Aim of the exercise:
Reproduce each line below precisely. Drop the pictures.

* * * * * * *

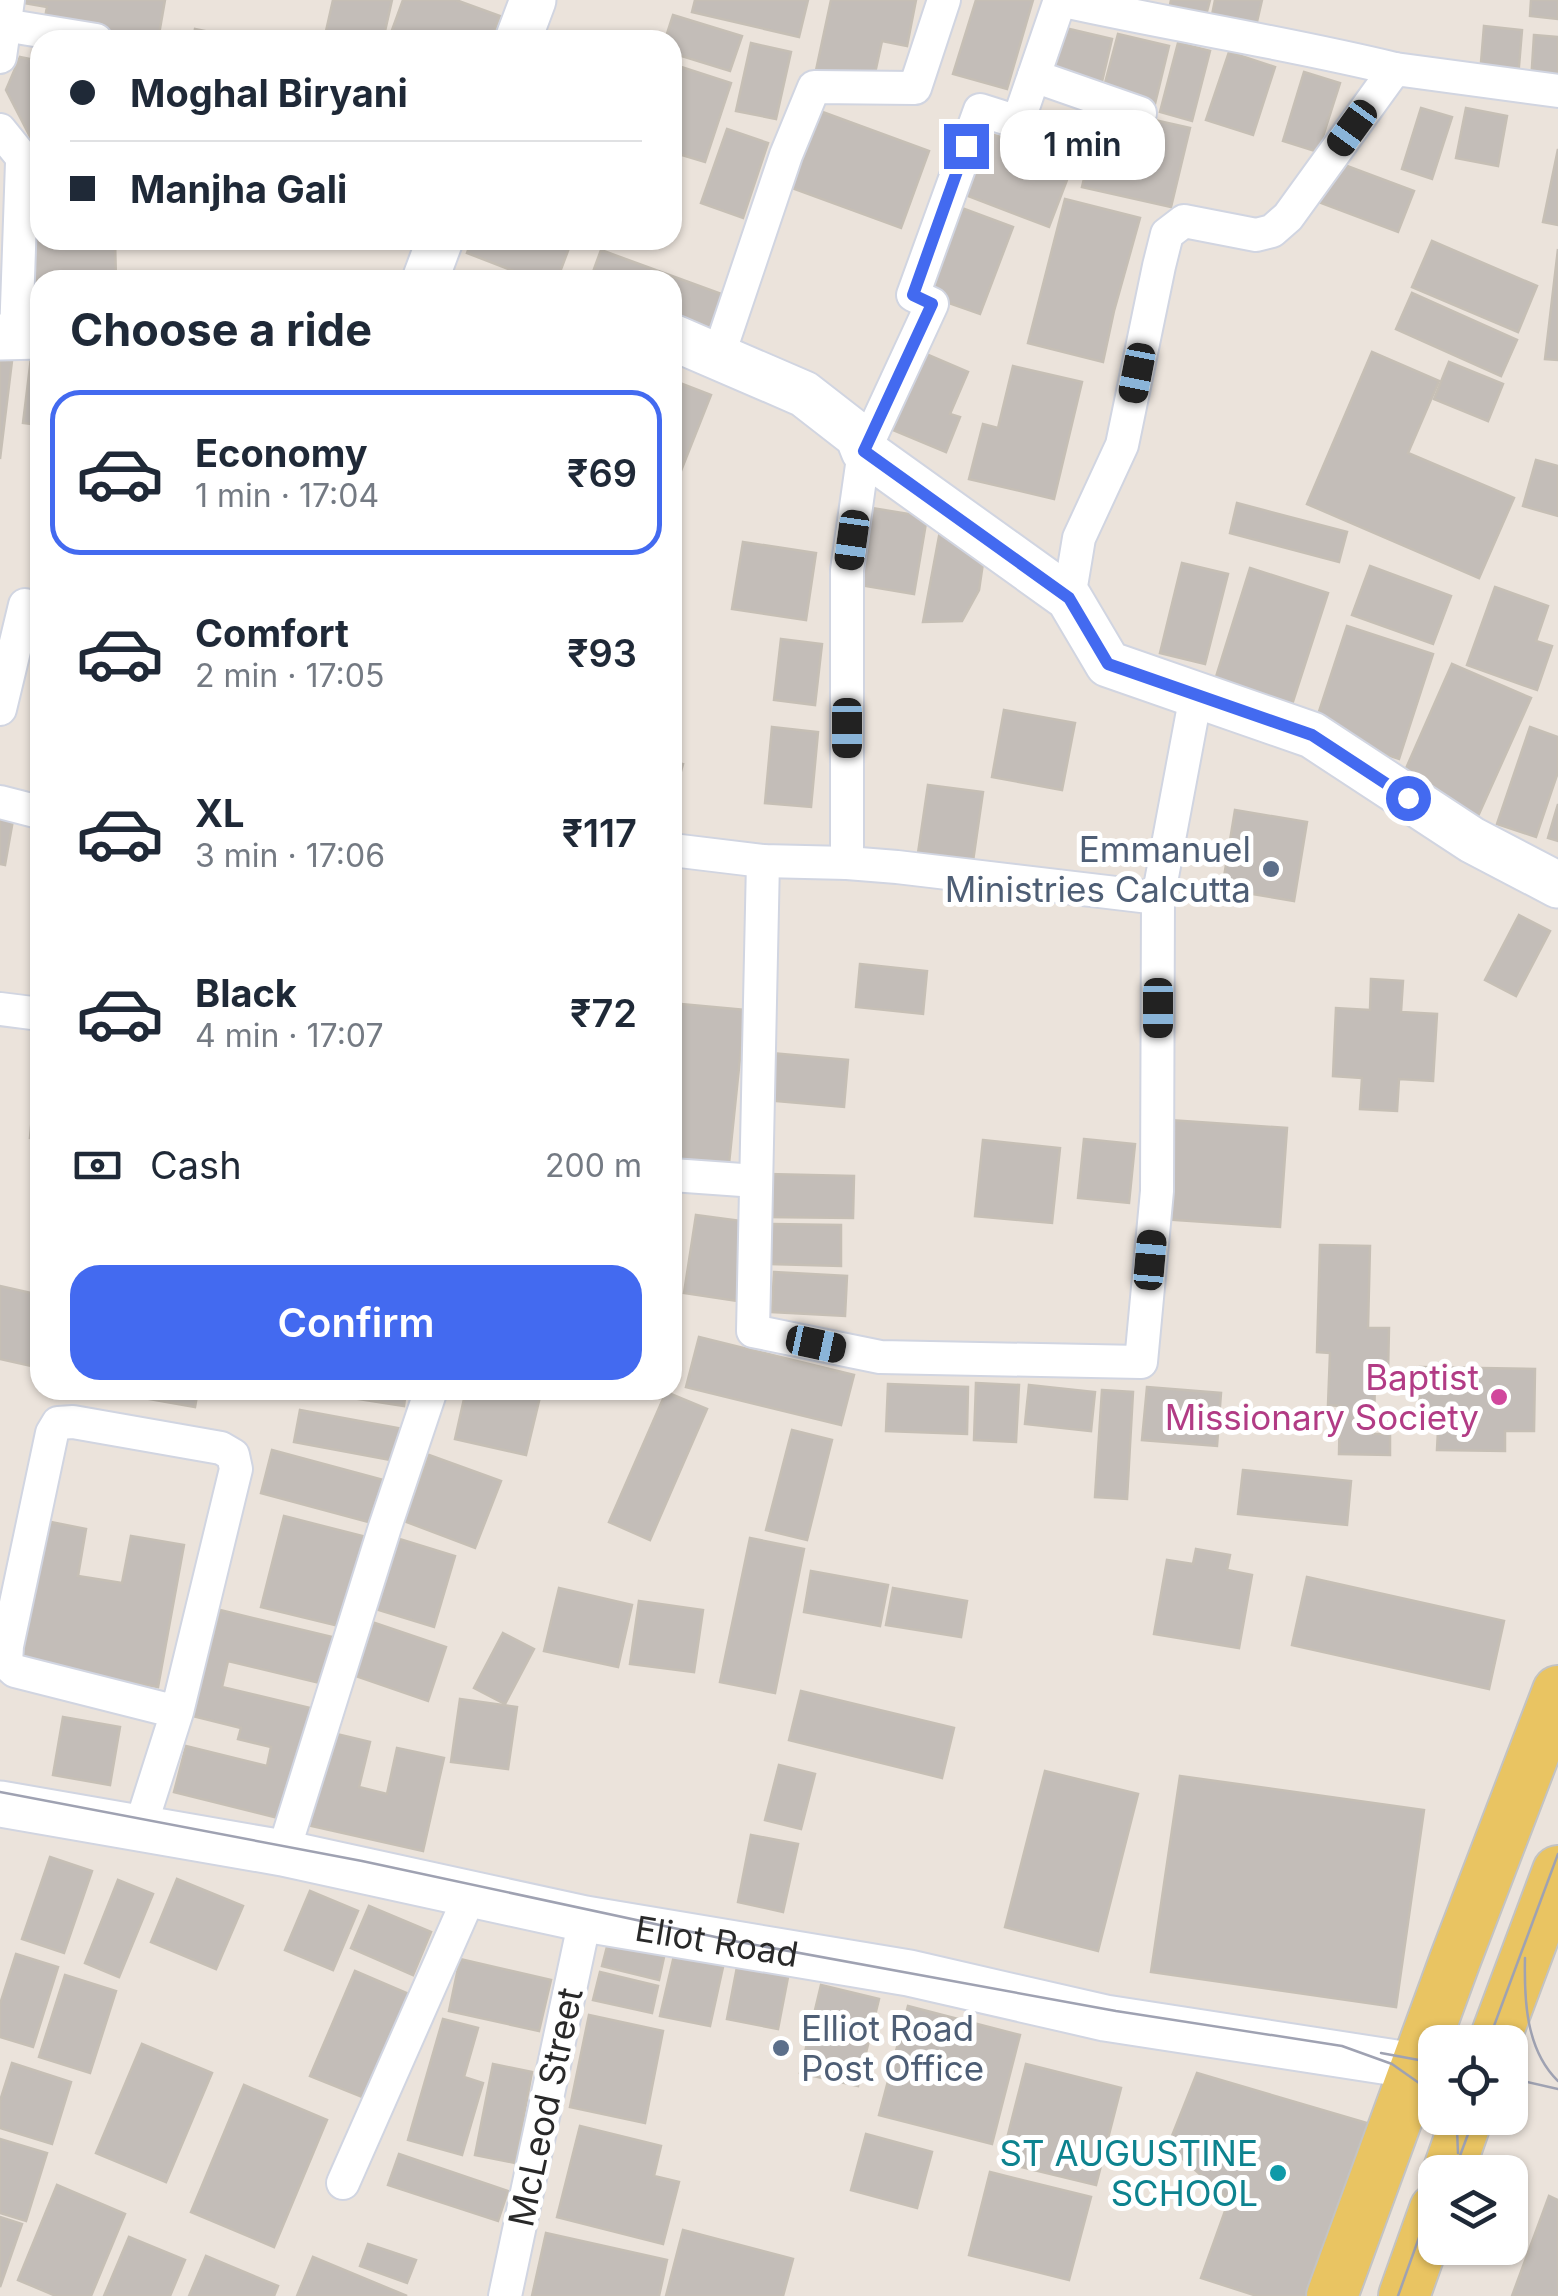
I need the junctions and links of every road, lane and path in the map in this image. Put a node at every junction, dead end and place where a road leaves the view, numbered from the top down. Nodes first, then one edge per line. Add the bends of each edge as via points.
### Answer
1 (533, 0) edge
2 (944, 0) edge
3 (1060, 0) edge
4 (4, 27) edge
5 (522, 30) edge
6 (30, 31) edge
7 (1395, 69) junction
8 (1034, 76) junction
9 (1558, 91) edge
10 (1140, 113) dead end
11 (0, 130) edge
12 (19, 336) edge
13 (682, 341) edge
14 (718, 357) junction
15 (864, 451) junction
16 (1069, 598) junction
17 (22, 604) edge
18 (1196, 695) junction
19 (0, 709) edge
20 (0, 802) edge
21 (30, 810) edge
22 (682, 851) edge
23 (763, 861) junction
24 (847, 863) junction
25 (1558, 885) edge
26 (1158, 898) junction
27 (0, 1008) edge
28 (30, 1012) edge
29 (682, 1176) edge
30 (756, 1181) junction
31 (428, 1400) edge
32 (1558, 1691) edge
33 (177, 1712) junction
34 (0, 1804) edge
35 (140, 1828) junction
36 (282, 1853) junction
37 (1558, 1870) edge
38 (471, 1893) junction
39 (584, 1918) junction
40 (1438, 2025) edge
41 (1500, 2025) edge
42 (1418, 2067) edge
43 (1418, 2087) edge
44 (343, 2182) dead end
45 (1418, 2256) edge
46 (505, 2296) edge
47 (1332, 2296) edge
48 (1404, 2296) edge

1 - 5 street
2 - 14 street via 915,88 814,87
3 - 7 street
3 - 8 street
4 - 6 street
7 - 9 street
7 - 16 street via 1272,231 1256,235 1184,221 1167,234 1122,444 1079,538
8 - 10 street
8 - 15 street via 1018,122 980,110 913,295 932,304
11 - 12 street via 22,162
13 - 14 street
14 - 15 street via 804,394 858,436
15 - 16 street
15 - 24 street via 847,570
16 - 18 street via 1108,664
17 - 19 street
18 - 25 street via 1312,735 1472,840
18 - 26 street
20 - 21 street
22 - 23 street
23 - 24 street
23 - 30 street
24 - 26 street
26 - 30 street via 1157,1191 1140,1362 880,1356 752,1330
27 - 28 street
29 - 30 street
31 - 36 street
32 - 40 main road via 1455,1960
33 - 33 street via 6,1663 58,1423 233,1455 236,1469
33 - 35 street
34 - 35 street, Eliot Road
35 - 36 street, Eliot Road
36 - 38 street, Eliot Road
37 - 41 main road
38 - 39 street, Eliot Road
38 - 44 street
39 - 42 street, Eliot Road via 909,1973 1106,2018
39 - 46 street, McLeod Street
43 - 47 main road
45 - 48 main road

* * * * * * *

Response area:
I need the junctions and links of every road, lane and path in the map in this image. Put a node at every junction, dead end and place where a road leaves the view, numbered from the top down. Nodes first, then one edge per line. Add the bends of each edge as via points.
### Answer
1 (533, 0) edge
2 (944, 0) edge
3 (1060, 0) edge
4 (4, 27) edge
5 (522, 30) edge
6 (30, 31) edge
7 (1395, 69) junction
8 (1034, 76) junction
9 (1558, 91) edge
10 (1140, 113) dead end
11 (0, 130) edge
12 (19, 336) edge
13 (682, 341) edge
14 (718, 357) junction
15 (864, 451) junction
16 (1069, 598) junction
17 (22, 604) edge
18 (1196, 695) junction
19 (0, 709) edge
20 (0, 802) edge
21 (30, 810) edge
22 (682, 851) edge
23 (763, 861) junction
24 (847, 863) junction
25 (1558, 885) edge
26 (1158, 898) junction
27 (0, 1008) edge
28 (30, 1012) edge
29 (682, 1176) edge
30 (756, 1181) junction
31 (428, 1400) edge
32 (1558, 1691) edge
33 (177, 1712) junction
34 (0, 1804) edge
35 (140, 1828) junction
36 (282, 1853) junction
37 (1558, 1870) edge
38 (471, 1893) junction
39 (584, 1918) junction
40 (1438, 2025) edge
41 (1500, 2025) edge
42 (1418, 2067) edge
43 (1418, 2087) edge
44 (343, 2182) dead end
45 (1418, 2256) edge
46 (505, 2296) edge
47 (1332, 2296) edge
48 (1404, 2296) edge

1 - 5 street
2 - 14 street via 915,88 814,87
3 - 7 street
3 - 8 street
4 - 6 street
7 - 9 street
7 - 16 street via 1272,231 1256,235 1184,221 1167,234 1122,444 1079,538
8 - 10 street
8 - 15 street via 1018,122 980,110 913,295 932,304
11 - 12 street via 22,162
13 - 14 street
14 - 15 street via 804,394 858,436
15 - 16 street
15 - 24 street via 847,570
16 - 18 street via 1108,664
17 - 19 street
18 - 25 street via 1312,735 1472,840
18 - 26 street
20 - 21 street
22 - 23 street
23 - 24 street
23 - 30 street
24 - 26 street
26 - 30 street via 1157,1191 1140,1362 880,1356 752,1330
27 - 28 street
29 - 30 street
31 - 36 street
32 - 40 main road via 1455,1960
33 - 33 street via 6,1663 58,1423 233,1455 236,1469
33 - 35 street
34 - 35 street, Eliot Road
35 - 36 street, Eliot Road
36 - 38 street, Eliot Road
37 - 41 main road
38 - 39 street, Eliot Road
38 - 44 street
39 - 42 street, Eliot Road via 909,1973 1106,2018
39 - 46 street, McLeod Street
43 - 47 main road
45 - 48 main road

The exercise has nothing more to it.